Determination (decision)

  1. In accordance with paragraph 54 of the Housing Ombudsman Scheme, there was no maladministration by the landlord in respect of its decision regarding the closure of the guest room located in the resident’s building.

Reasons

  1. The space used as a guest room in the resident’s building was not subject to any policies, procedures or separate agreements or contracts between the landlord and its residents.
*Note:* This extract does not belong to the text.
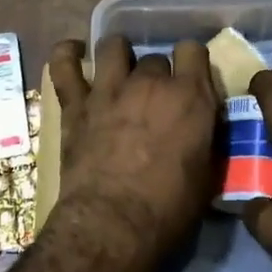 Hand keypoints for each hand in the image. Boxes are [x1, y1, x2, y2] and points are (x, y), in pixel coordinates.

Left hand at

Therefore, it was permitted by her tenancy agreement to decide how to use and to withdraw this service, about which it notified her in advance and enabled her to make written representations for that it considered, in line with the agreement.

Recommendation

  1. It is recommended that the landlord review its staff’s training needs with regard to their application of the variation of services provided under its tenancy agreements in order to seek to prevent any omissions of its obligations in respect of these from occurring again in the future.
  2. The landlord should contact this Service within four weeks to confirm whether it will follow the above recommendation.
  3. The Ombudsman accepts that, because of the present restrictions due to the corona virus pandemic, the timing of the above actions will depend on what is reasonable in the light of Government guidance regarding the health of the resident and of the landlord’s staff.